2.3.2 Selecting the distribution that follows the target type

People are also interested in the question of looking for distributions that follow a special type, e.g., finding out a Gaussian distribution or an exponential distribution among several candidates. This problem is another kind of hypothesis test and is commonly used in data verification (Avenhaus & Canty, 1996; Bensefia et al., 2004). The traditional solution chooses to use the Kolmogorov-Smirnov test to check which distribution is more likely to be a Gaussian one (Lilliefors, 1967). However, the Kolmogorov-Smirnov test is based on the similarity of cumulative distribution functions and may be inefficient in some problem instances (see details in Sect. 5).
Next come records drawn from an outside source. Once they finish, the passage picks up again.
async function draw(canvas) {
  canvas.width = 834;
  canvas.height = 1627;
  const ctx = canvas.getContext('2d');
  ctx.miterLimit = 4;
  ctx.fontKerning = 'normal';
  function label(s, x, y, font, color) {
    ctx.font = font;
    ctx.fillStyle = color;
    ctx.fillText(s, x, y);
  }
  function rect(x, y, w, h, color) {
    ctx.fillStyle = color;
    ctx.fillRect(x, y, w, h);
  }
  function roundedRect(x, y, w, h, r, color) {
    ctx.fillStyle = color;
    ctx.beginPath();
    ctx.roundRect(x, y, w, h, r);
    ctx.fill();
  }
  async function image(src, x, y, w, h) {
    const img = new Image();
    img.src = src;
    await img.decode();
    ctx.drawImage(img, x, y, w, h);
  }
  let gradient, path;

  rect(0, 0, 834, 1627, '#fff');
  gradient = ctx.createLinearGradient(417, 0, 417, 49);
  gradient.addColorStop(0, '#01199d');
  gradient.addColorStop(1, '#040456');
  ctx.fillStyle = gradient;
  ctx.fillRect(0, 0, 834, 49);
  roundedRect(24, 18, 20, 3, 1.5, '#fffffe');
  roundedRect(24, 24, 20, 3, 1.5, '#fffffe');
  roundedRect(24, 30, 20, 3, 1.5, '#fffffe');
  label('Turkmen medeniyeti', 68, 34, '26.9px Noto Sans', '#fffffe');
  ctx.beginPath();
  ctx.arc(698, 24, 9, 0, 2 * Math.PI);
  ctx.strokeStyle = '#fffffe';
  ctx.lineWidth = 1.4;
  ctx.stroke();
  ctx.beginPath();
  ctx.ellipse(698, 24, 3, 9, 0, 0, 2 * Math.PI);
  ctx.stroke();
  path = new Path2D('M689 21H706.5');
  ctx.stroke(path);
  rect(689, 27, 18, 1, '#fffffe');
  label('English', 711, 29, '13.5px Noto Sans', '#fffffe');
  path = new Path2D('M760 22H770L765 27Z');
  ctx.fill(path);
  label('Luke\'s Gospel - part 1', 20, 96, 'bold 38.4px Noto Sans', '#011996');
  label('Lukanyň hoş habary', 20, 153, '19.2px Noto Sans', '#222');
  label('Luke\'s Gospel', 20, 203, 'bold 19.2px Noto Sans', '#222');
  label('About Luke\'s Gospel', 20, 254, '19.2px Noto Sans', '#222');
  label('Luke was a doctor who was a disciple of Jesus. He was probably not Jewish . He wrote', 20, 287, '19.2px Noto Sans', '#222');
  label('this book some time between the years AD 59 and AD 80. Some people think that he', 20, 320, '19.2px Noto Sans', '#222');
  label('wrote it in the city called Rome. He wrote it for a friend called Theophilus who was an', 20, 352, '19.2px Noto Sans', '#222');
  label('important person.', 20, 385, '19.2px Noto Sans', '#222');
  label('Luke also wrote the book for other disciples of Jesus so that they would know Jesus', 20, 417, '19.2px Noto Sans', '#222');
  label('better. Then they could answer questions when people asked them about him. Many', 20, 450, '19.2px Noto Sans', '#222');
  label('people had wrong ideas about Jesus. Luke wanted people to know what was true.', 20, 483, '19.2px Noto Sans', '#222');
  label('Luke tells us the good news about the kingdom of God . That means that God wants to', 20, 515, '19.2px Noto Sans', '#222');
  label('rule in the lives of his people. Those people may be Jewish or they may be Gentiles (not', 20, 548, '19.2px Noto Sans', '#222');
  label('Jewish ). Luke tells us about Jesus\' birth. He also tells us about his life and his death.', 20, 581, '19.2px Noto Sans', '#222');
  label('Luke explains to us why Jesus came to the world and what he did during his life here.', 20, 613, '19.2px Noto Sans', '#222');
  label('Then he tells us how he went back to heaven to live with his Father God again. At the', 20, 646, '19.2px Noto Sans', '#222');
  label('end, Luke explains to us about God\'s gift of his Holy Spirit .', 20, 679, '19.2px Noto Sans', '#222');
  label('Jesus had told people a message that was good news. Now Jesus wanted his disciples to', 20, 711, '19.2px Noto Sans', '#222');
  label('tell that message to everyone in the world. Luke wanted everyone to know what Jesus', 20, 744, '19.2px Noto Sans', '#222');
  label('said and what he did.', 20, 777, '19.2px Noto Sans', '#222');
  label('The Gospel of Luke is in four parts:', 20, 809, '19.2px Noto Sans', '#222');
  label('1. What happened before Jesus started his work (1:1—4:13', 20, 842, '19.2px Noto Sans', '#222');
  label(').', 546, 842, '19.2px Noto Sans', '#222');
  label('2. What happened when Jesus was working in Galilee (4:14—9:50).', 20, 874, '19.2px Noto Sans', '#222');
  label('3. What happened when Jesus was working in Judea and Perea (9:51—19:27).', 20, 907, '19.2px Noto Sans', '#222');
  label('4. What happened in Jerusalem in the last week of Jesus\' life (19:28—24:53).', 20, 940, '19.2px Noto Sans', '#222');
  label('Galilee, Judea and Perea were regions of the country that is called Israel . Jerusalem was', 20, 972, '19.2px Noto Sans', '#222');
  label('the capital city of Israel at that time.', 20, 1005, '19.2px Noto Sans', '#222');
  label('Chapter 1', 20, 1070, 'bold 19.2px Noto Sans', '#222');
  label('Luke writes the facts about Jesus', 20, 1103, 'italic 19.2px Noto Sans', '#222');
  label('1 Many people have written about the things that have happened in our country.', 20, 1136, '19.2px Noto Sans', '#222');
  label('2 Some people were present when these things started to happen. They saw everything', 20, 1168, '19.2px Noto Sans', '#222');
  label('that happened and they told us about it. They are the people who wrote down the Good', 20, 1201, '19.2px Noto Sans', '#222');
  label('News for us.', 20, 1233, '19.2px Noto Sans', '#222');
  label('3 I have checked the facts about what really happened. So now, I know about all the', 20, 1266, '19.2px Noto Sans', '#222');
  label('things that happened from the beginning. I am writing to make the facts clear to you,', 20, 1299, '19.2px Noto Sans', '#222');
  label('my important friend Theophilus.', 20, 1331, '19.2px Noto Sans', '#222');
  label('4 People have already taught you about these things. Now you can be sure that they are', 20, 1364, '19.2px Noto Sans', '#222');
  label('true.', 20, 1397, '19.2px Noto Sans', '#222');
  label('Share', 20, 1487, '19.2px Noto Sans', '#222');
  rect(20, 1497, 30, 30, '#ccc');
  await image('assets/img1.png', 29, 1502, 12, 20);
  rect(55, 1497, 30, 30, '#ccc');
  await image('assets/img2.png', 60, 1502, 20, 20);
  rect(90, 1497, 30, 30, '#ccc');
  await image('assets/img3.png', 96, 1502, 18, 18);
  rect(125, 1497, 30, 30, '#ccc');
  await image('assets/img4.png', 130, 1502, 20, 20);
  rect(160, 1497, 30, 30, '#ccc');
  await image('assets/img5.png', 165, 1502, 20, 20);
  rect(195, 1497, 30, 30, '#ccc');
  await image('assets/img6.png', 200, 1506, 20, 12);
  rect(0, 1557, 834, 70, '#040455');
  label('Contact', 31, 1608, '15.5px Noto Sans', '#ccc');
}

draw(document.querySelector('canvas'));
Our model setting and solutions, on the other hand, can be used to solve this problem by finding out the distribution whose total variation distance to a Gaussian distribution is the smallest one, which can be more efficient and precise in most cases.

3 Algorithmic frameworks

In this section, we present the elimination framework (Maron & Moore, 1997; Evendar et al., 2006; Kaufmann & Kalyanakrishnan, 2013) and the LUCB framework (Kalyanakrishnan et al., 2012). We make adjustments to these frameworks in order to support general reward functions depending on the full distributions. In particular, we replace the estimation function in these frameworks with \(\mathbf{Estimate}\), and abstract the sample-size function \(n_H(\delta ,\varDelta )\) and the gap function \(\varDelta _H(\delta ,n)\), which will be instantiated for different H functions in Sect. 4. We prove that our adjustment does not influence the correctness guarantee if \(n_H(\delta ,\varDelta )\) and \(\varDelta _H(\delta ,n)\) are chosen appropriately.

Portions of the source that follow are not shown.